TASK TO CARRY OUT: Where in the data does the word "image" appear? Find those lines and copy them.

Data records
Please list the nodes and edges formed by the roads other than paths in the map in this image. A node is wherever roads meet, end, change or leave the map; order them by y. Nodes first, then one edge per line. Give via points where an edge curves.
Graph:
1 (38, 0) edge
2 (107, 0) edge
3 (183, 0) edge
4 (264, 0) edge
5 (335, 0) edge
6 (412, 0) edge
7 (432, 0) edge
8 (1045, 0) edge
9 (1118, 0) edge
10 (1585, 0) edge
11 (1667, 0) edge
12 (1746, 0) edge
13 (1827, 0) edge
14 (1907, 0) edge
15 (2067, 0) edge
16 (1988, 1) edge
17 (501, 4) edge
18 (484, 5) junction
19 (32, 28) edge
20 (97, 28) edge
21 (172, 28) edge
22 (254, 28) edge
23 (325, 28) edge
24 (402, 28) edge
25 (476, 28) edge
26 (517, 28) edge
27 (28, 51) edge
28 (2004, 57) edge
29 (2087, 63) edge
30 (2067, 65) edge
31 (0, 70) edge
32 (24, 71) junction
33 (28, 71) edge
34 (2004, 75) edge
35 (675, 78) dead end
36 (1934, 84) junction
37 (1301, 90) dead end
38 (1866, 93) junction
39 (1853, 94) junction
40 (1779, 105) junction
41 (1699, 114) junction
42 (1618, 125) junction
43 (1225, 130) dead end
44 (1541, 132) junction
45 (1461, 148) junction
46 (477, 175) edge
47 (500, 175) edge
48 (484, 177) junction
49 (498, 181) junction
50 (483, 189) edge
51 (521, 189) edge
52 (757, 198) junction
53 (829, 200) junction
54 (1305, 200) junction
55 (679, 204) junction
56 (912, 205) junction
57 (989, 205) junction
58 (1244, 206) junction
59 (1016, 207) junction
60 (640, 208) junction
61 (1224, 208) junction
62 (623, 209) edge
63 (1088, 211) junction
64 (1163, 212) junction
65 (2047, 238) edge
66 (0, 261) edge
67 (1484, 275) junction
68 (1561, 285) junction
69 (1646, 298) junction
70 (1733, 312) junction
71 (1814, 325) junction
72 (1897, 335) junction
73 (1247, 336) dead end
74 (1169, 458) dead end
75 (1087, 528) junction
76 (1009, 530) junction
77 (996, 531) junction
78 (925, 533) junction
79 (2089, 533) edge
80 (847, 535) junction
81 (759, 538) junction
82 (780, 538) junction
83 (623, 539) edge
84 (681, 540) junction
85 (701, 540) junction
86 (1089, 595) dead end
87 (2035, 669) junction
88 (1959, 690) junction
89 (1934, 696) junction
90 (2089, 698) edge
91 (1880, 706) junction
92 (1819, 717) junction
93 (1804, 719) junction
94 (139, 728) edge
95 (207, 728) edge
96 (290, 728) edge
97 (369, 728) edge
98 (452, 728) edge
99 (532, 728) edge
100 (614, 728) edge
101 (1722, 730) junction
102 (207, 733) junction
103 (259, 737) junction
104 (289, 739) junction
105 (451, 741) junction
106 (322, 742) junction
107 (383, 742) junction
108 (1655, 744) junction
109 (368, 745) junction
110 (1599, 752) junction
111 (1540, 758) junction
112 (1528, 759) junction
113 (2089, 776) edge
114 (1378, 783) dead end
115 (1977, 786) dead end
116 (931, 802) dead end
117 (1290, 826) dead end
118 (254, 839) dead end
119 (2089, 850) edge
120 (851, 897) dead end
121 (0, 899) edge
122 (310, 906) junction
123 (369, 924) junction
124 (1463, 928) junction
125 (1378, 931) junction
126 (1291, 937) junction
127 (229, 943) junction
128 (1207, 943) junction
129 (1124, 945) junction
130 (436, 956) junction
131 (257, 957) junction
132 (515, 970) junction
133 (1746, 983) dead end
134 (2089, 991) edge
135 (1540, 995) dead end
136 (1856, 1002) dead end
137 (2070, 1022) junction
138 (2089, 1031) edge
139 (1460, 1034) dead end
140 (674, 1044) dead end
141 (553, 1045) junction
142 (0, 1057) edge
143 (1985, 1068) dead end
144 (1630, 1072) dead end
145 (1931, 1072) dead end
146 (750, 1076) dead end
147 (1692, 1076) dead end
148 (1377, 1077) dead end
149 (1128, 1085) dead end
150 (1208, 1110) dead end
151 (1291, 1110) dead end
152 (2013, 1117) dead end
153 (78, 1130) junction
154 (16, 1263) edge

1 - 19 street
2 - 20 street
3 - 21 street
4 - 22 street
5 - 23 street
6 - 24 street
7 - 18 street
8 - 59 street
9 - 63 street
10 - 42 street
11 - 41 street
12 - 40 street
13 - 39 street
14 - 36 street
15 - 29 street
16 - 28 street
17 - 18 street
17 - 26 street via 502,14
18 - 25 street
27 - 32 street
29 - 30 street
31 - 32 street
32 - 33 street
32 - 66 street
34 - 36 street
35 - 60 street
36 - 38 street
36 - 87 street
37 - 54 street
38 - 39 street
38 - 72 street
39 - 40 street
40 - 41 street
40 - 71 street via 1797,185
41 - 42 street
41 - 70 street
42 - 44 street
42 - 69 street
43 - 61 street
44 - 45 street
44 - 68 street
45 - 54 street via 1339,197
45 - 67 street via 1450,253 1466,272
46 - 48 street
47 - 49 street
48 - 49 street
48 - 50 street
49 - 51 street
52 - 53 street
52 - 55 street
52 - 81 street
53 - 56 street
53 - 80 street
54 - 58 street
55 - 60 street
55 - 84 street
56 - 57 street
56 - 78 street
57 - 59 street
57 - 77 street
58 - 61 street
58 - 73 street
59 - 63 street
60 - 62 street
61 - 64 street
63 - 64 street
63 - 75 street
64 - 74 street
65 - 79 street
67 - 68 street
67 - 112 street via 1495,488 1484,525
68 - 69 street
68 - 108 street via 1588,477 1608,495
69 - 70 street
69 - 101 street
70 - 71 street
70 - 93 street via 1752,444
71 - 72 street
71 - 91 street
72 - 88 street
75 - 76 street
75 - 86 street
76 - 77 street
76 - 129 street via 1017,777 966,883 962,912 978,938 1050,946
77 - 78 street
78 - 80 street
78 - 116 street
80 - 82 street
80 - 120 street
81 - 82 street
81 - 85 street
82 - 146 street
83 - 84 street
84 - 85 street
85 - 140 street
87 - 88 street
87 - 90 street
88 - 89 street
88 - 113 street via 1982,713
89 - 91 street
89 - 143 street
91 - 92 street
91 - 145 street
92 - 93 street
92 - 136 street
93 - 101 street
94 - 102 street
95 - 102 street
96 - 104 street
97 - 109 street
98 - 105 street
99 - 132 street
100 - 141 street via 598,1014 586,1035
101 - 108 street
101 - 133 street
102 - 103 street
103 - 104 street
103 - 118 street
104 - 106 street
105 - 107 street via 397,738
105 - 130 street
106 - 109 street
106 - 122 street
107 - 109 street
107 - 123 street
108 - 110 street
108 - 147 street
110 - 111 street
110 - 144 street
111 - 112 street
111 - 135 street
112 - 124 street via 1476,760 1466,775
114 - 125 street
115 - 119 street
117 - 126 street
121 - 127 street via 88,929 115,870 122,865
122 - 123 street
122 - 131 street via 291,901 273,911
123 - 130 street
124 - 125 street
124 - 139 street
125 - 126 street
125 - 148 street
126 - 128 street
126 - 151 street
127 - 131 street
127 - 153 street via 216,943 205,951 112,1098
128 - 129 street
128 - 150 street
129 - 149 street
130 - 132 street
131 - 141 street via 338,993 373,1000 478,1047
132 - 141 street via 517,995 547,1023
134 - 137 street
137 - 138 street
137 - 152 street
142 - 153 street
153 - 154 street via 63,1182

--

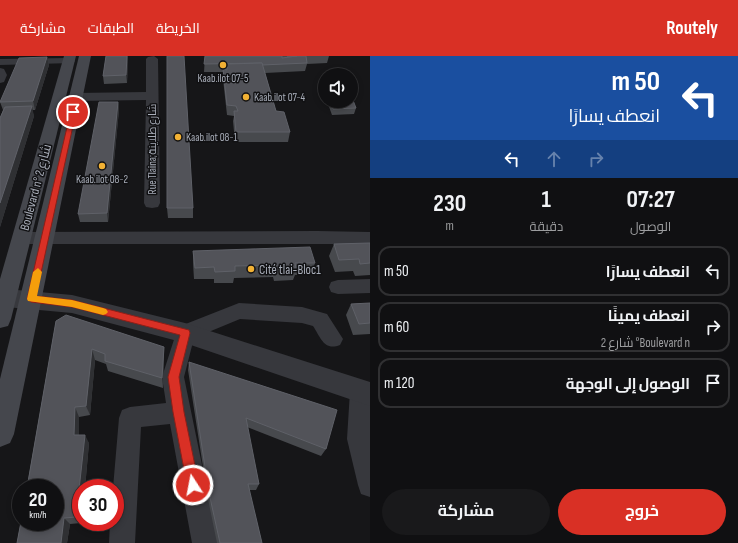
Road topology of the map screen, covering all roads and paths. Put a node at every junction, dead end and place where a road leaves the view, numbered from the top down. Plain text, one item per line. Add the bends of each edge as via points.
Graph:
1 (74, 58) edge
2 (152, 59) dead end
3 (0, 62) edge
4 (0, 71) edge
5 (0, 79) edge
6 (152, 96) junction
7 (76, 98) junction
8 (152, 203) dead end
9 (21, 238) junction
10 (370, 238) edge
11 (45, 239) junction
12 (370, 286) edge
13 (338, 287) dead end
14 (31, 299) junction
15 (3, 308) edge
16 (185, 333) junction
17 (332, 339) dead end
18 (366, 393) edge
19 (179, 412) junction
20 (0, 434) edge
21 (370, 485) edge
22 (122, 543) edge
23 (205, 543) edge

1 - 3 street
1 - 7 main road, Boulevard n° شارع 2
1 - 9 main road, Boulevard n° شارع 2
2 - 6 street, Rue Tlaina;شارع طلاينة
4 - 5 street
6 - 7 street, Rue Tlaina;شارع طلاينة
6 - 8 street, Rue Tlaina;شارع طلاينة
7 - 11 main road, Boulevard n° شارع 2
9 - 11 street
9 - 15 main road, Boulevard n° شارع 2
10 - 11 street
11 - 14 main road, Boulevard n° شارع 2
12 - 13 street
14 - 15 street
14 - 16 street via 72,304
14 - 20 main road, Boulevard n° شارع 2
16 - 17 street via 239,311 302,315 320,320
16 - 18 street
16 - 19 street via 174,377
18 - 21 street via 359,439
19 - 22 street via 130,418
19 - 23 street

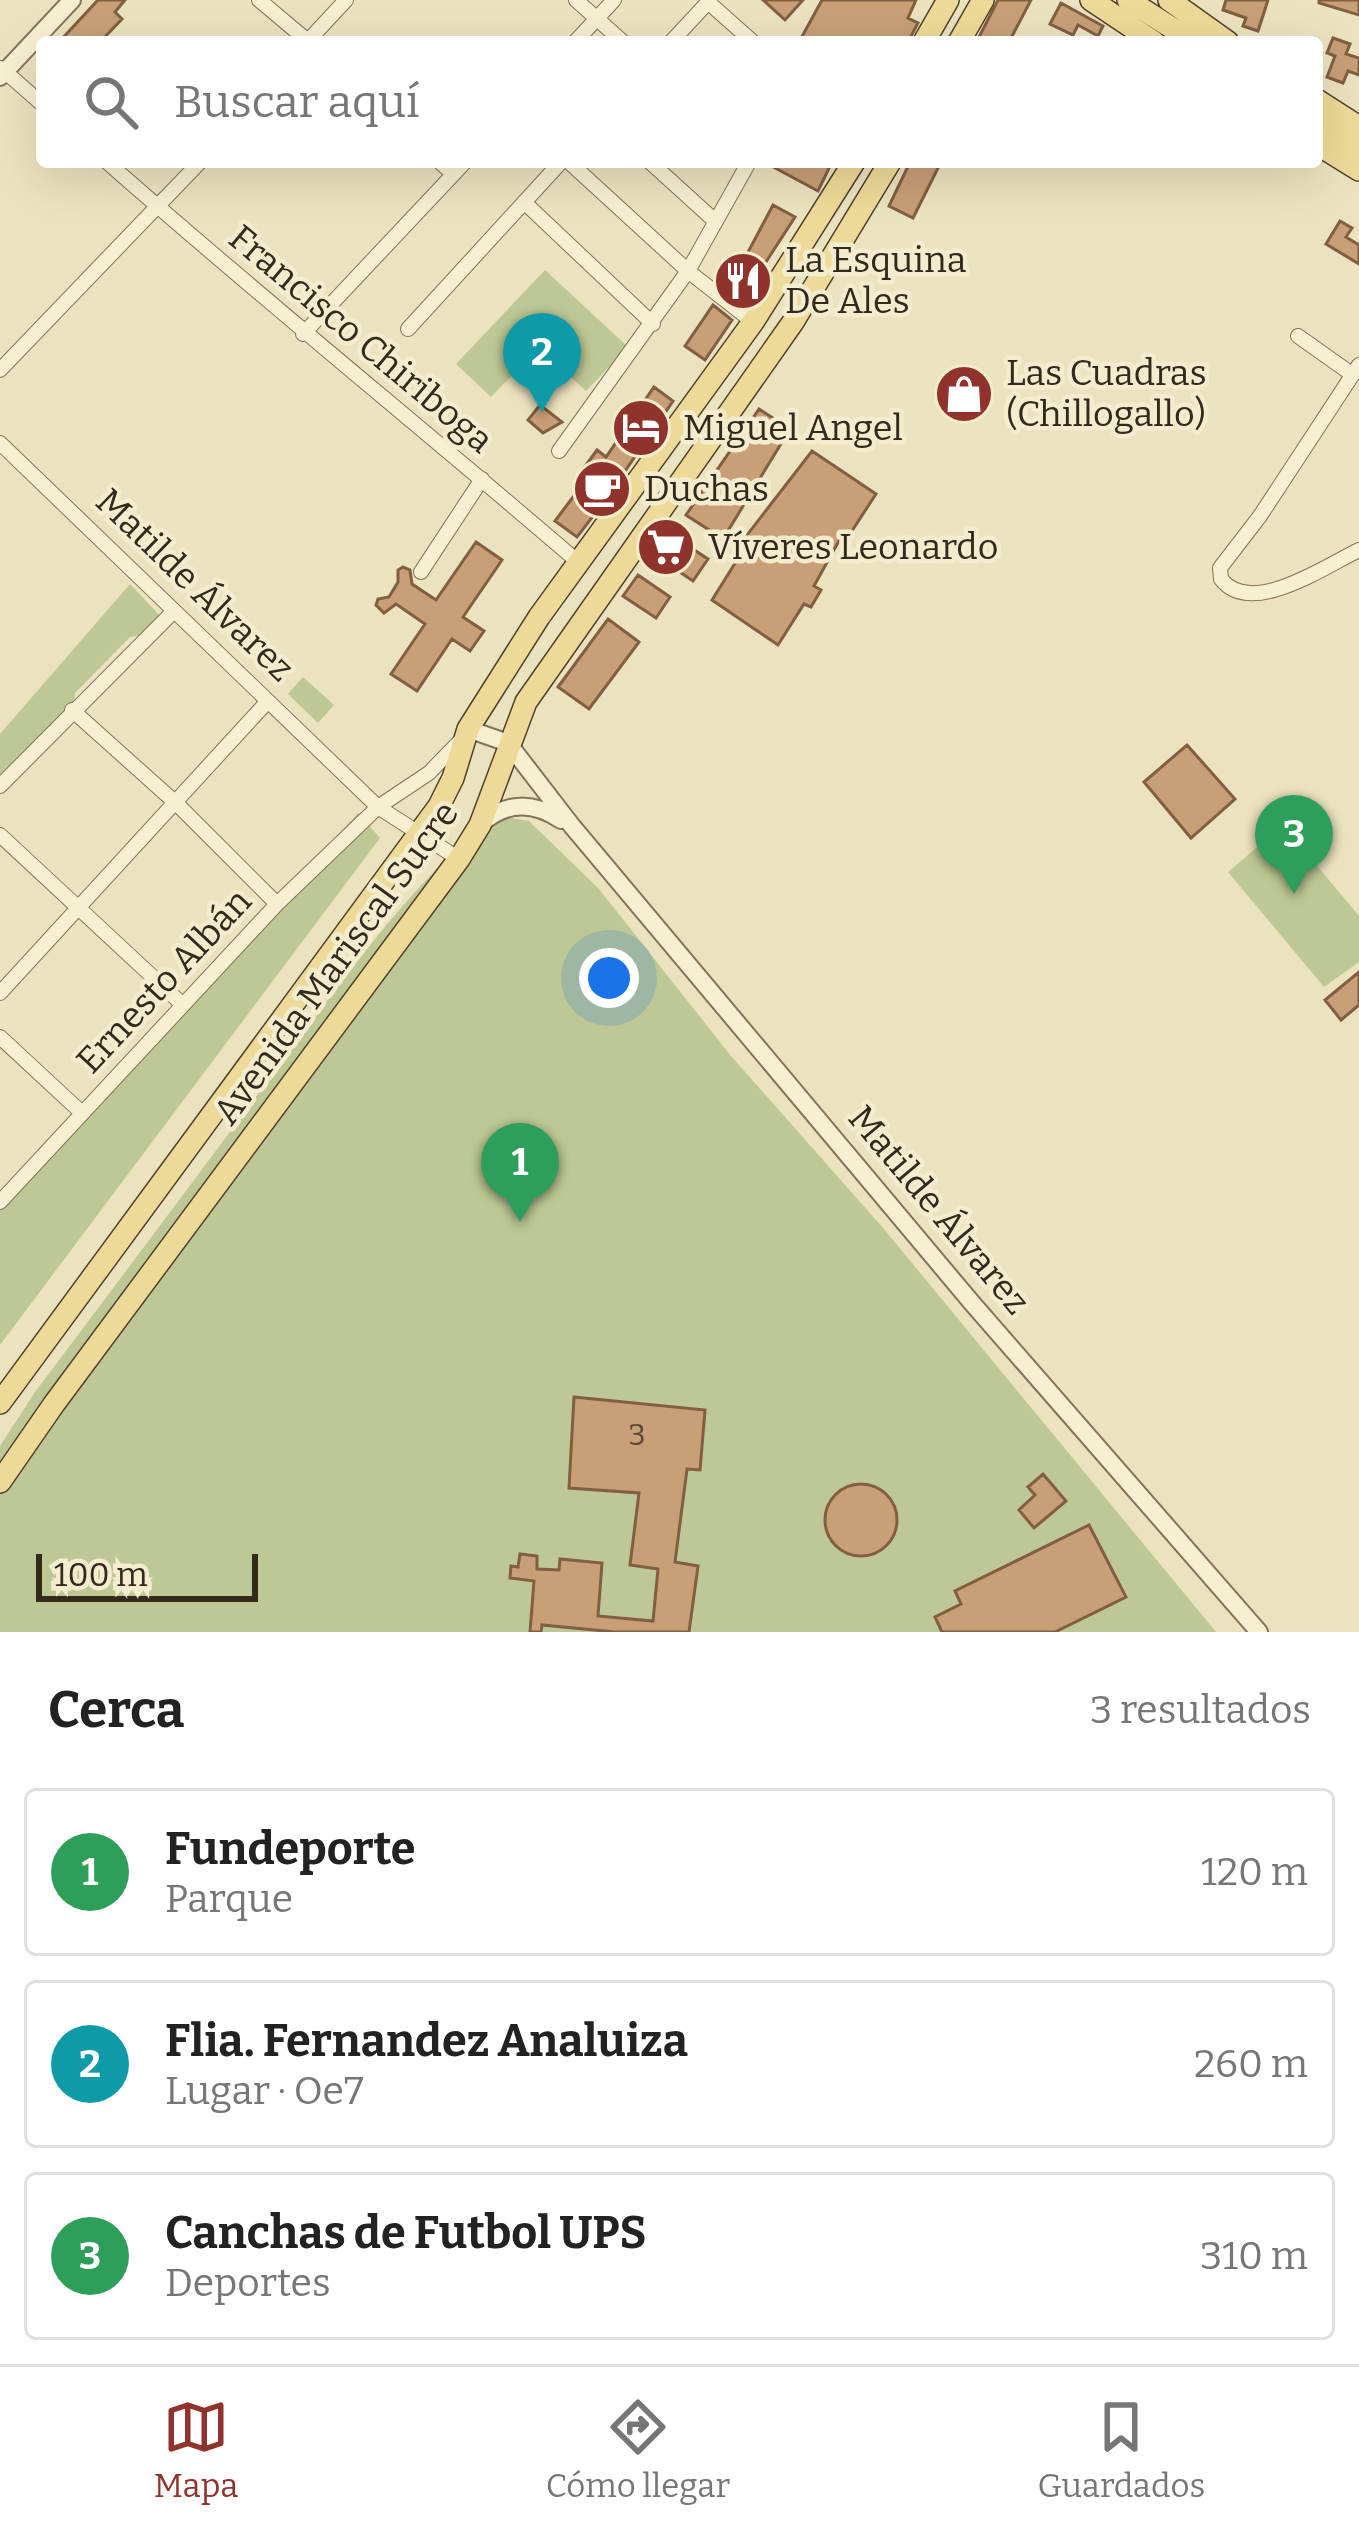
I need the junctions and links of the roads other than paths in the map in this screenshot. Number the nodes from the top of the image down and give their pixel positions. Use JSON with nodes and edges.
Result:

RESPONSE AREA:
Please list the nodes and edges formed by the roads other than paths in the map in this image. A node is wherever roads meet, end, change or leave the map; order them by y. Nodes first, then one edge per line. Give via points where an edge curves.
I need the junctions and links of the roads other than paths in the map in this screenshot. Number the nodes from the top of the image down and give their pixel positions. Use JSON with nodes and edges.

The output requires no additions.